Gabriel Nerciat Larvatus
25/7/2026
LE DOCTEUR MARTY, UN HOMME DE NOTRE TEMPS
Cet insupportable carabin toulousain, qui fut pendant deux ans l'un des principaux propagandistes pro-gouvernementaux du despotisme sanitaire, se recycle aujourd'hui complaisamment en Philippulus de la religion séculière réchauffiste.
"Il (notre pays) brûle du populisme imbécile des climatosceptiques", écrit-il.
Dommage que Pierre Mari m'ait répudié depuis peu de ses contacts pour crime d'ironie climatique : le critique littéraire en lui aurait sans doute apprécié ce morceau d'anthologie de la langue française.
Pourquoi certains cons deviennent-ils méchants ?
C'est une question à laquelle peu de philosophes finalement ont réfléchi.
Socrate, chez Platon, se contente de dire que nul ne veut le mal volontairement, et semble donc supposer, comme beaucoup de philosophes rationalistes le feront après lui, que c'est d'abord l'ignorance qui nous rend mauvais.

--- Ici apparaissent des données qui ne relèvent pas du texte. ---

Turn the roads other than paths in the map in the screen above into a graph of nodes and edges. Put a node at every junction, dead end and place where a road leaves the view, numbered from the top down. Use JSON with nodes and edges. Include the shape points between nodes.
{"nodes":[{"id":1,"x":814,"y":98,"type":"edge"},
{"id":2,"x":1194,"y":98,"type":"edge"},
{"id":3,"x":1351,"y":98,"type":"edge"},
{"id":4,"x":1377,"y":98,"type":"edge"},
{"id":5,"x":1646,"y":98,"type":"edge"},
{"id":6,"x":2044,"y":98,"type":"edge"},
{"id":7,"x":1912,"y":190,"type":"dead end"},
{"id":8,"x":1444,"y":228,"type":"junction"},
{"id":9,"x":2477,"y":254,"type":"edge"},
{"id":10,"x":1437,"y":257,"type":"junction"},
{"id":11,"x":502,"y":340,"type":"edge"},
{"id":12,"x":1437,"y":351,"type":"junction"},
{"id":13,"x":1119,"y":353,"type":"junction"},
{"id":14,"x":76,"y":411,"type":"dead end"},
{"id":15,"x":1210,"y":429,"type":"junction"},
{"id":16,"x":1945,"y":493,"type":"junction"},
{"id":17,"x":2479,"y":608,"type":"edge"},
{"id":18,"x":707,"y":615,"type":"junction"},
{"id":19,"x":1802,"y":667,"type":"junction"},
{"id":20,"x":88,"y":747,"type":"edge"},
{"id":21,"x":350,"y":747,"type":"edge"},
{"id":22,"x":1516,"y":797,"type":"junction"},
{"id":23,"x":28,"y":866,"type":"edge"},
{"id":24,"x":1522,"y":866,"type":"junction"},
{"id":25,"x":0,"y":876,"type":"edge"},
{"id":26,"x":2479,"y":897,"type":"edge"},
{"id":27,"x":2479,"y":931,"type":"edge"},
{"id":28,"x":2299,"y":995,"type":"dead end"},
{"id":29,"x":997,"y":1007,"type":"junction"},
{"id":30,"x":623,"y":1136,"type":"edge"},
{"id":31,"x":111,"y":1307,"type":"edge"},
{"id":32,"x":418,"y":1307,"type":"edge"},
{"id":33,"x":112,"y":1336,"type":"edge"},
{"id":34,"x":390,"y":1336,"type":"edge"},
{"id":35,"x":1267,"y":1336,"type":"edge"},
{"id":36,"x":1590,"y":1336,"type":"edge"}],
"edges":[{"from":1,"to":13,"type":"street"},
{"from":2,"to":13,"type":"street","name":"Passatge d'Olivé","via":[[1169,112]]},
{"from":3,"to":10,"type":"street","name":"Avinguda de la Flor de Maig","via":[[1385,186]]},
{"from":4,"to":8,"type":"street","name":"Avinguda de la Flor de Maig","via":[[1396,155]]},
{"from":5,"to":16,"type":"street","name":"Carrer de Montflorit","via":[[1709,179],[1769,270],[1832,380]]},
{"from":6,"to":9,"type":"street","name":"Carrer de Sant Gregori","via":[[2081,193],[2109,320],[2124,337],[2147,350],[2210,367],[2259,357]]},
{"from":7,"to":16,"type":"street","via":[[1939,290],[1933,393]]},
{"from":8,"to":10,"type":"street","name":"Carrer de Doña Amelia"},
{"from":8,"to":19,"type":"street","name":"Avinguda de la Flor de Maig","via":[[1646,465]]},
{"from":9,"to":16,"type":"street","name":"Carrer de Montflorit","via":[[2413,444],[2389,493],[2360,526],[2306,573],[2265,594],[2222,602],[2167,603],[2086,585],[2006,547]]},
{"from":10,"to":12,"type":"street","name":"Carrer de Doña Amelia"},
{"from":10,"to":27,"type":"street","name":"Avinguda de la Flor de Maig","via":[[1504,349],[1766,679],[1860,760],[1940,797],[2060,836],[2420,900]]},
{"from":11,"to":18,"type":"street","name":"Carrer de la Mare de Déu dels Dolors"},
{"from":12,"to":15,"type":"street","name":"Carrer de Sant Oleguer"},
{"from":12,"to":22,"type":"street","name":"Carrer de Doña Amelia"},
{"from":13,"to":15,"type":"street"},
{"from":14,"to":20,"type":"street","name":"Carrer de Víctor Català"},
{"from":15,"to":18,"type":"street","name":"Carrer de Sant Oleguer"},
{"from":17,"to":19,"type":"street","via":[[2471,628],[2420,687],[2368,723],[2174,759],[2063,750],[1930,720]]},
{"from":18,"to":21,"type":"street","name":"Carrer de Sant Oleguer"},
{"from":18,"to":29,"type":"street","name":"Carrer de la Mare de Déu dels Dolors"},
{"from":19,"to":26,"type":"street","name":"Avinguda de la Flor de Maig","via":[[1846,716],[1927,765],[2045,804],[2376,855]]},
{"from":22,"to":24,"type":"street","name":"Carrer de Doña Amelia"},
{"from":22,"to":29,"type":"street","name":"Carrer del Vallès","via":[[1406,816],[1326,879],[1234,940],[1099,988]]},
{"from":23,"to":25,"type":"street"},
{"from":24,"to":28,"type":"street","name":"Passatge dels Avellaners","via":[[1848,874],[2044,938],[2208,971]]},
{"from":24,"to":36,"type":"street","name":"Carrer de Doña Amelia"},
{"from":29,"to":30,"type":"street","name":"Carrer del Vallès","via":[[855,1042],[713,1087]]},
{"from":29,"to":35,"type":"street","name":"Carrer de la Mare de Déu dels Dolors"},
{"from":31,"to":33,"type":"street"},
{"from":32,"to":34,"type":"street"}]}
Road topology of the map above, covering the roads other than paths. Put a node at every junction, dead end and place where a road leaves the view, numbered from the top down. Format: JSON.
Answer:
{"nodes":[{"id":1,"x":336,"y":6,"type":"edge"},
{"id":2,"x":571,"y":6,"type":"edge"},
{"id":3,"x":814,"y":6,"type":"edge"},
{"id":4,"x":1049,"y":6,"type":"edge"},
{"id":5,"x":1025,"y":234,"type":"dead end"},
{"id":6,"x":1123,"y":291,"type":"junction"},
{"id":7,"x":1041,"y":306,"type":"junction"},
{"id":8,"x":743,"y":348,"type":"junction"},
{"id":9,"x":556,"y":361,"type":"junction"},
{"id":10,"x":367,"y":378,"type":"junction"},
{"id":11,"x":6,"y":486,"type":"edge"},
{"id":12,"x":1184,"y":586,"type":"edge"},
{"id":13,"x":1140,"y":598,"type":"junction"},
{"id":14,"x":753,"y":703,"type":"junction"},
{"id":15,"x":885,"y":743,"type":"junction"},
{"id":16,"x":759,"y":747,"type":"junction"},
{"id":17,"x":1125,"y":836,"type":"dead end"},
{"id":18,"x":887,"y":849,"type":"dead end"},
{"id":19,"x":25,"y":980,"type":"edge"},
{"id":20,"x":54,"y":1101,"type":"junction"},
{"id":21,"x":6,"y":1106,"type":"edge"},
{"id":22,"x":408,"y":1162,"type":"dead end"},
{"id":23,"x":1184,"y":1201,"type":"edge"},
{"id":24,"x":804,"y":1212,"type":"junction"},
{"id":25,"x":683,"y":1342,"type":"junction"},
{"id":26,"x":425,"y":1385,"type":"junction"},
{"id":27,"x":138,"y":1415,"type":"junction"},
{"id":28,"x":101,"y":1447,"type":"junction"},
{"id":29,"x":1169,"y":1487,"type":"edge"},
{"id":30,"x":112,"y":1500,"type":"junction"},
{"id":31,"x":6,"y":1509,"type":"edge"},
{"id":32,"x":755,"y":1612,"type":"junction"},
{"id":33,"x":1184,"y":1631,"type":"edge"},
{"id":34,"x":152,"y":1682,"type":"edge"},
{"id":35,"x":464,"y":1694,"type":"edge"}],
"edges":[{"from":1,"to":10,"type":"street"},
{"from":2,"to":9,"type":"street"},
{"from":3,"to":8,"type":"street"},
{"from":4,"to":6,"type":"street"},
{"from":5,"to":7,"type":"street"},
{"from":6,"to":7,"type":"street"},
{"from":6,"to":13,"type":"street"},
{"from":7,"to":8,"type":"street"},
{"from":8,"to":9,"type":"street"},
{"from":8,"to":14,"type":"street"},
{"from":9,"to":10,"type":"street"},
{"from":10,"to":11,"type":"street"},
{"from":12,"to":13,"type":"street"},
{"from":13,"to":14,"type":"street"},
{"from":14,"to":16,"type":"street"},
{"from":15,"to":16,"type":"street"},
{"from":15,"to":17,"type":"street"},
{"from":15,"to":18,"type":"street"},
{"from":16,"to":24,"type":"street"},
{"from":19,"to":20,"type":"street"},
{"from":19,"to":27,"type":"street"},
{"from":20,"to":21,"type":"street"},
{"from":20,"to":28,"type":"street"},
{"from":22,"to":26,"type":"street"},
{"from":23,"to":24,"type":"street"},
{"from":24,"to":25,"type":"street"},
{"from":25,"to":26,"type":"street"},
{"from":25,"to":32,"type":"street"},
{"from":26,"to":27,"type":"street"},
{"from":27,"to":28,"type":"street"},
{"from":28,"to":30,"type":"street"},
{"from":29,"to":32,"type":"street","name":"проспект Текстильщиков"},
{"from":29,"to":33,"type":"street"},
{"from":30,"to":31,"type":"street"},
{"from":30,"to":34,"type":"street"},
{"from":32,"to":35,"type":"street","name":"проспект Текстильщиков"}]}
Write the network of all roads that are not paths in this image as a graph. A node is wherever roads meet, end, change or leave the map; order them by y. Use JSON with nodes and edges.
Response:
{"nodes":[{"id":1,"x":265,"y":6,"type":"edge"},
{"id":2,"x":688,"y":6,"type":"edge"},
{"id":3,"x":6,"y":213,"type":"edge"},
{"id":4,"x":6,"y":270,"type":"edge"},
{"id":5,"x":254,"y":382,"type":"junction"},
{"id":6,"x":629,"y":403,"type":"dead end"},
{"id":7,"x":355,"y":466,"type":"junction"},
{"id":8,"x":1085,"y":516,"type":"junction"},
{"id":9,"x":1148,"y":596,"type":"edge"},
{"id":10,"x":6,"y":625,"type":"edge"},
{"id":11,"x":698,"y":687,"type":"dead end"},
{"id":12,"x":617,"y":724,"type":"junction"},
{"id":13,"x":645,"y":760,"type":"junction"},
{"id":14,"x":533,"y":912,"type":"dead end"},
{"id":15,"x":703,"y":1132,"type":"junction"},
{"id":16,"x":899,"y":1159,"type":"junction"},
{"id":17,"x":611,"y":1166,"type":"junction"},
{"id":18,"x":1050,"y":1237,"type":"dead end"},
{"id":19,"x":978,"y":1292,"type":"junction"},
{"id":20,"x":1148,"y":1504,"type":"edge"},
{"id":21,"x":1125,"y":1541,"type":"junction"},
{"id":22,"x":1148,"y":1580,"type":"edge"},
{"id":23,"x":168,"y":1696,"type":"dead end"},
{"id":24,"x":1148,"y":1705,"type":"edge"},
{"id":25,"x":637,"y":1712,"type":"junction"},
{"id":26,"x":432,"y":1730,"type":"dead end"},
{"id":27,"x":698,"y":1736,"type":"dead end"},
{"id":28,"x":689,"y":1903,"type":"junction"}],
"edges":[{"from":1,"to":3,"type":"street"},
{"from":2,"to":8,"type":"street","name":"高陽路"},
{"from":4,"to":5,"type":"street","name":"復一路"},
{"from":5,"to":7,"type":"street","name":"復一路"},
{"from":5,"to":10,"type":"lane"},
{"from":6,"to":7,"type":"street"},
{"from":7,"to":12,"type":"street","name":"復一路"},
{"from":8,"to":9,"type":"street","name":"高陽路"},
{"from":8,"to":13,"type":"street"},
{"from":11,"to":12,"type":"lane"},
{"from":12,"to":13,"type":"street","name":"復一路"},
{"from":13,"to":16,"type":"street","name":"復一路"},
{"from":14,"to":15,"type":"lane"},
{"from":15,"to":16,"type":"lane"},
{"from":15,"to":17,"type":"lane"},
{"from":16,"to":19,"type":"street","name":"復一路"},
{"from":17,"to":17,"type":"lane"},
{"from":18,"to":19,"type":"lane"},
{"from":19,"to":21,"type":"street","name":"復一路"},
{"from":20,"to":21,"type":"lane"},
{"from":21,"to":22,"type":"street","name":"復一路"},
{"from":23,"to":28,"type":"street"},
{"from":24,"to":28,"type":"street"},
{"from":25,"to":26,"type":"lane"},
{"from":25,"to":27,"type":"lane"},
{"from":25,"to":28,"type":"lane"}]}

Mais ce n'est pas vrai : ce docteur Knock abusif descendant des Cathares, même s'il n'est pas climatologue, se croit beaucoup plus savant que la moyenne des gens, et peut-être d'ailleurs l'est-il partiellement.
Non, illettré ou savant, le con devient méchant à partir du moment où il se persuade qu'à tout problème correspond une solution, et que cette solution exige un minimum de coercition collective exercée à très grande échelle sur des populations souvent a priori rétives.
Comme les circonstances au cours desquelles il peut véritablement avoir prise sur l'opinion sont rares, il en vient à conclure instinctivement qu'une bonne partie du troupeau humain est directement responsable du malheur des temps.
Encore heureux si l'on s'en tire avec deux ou trois piqûres dans le bras ou dans l'épaule. Pour le bon docteur Marty, ce sont d'immenses camps de rééducation avec panneaux solaires qu'il nous faudrait, et des virées à bicyclette obligatoires pour respirer hors des villes comme dans la Chine rouge du défunt président Mao.
Les méchants cons sont comme le reste : ils changent avec les périodes et les saisons, et chaque cycle climatique ou historique génère les siens.